[[ Data to use open ]]
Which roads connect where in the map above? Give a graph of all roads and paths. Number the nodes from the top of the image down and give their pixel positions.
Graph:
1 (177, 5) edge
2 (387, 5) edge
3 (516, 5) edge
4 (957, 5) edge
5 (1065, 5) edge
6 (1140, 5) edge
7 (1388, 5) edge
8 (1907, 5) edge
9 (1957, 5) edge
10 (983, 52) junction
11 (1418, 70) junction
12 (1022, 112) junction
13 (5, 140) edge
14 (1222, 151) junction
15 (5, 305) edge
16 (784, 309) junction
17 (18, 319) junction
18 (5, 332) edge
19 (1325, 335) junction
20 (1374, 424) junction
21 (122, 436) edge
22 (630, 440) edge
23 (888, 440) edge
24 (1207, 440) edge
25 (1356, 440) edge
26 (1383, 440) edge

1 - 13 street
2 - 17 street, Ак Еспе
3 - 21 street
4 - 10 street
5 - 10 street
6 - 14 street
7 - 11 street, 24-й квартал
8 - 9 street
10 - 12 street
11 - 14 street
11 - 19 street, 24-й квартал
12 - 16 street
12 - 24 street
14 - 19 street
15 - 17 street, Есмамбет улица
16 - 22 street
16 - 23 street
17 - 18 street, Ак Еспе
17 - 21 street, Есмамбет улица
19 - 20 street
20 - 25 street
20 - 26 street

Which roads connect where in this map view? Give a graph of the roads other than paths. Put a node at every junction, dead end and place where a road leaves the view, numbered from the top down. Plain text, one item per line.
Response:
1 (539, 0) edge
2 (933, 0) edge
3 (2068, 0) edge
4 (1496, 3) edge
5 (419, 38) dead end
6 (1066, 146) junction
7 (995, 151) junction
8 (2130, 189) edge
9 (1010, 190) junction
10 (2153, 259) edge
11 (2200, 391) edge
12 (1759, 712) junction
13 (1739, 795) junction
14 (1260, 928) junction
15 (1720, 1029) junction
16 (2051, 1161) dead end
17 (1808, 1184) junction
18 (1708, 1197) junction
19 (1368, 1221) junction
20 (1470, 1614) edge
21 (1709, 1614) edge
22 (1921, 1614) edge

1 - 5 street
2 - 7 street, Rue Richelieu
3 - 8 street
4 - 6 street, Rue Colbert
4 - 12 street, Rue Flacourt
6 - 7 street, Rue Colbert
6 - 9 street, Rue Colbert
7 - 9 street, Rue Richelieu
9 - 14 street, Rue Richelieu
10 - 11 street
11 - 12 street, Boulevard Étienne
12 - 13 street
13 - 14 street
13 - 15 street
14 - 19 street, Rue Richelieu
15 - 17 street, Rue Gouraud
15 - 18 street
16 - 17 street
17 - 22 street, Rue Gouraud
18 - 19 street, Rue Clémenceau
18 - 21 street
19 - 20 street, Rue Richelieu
[[ Data to use closed ]]
*What is expected*:
Out of the preceding entries, pull every line containing the string "connect".

*Your response*:
Which roads connect where in the map above? Give a graph of all roads and paths. Number the nodes from the top of the image down and give their pixel positions.
Which roads connect where in this map view? Give a graph of the roads other than paths. Put a node at every junction, dead end and place where a road leaves the view, numbered from the top down. Plain text, one item per line.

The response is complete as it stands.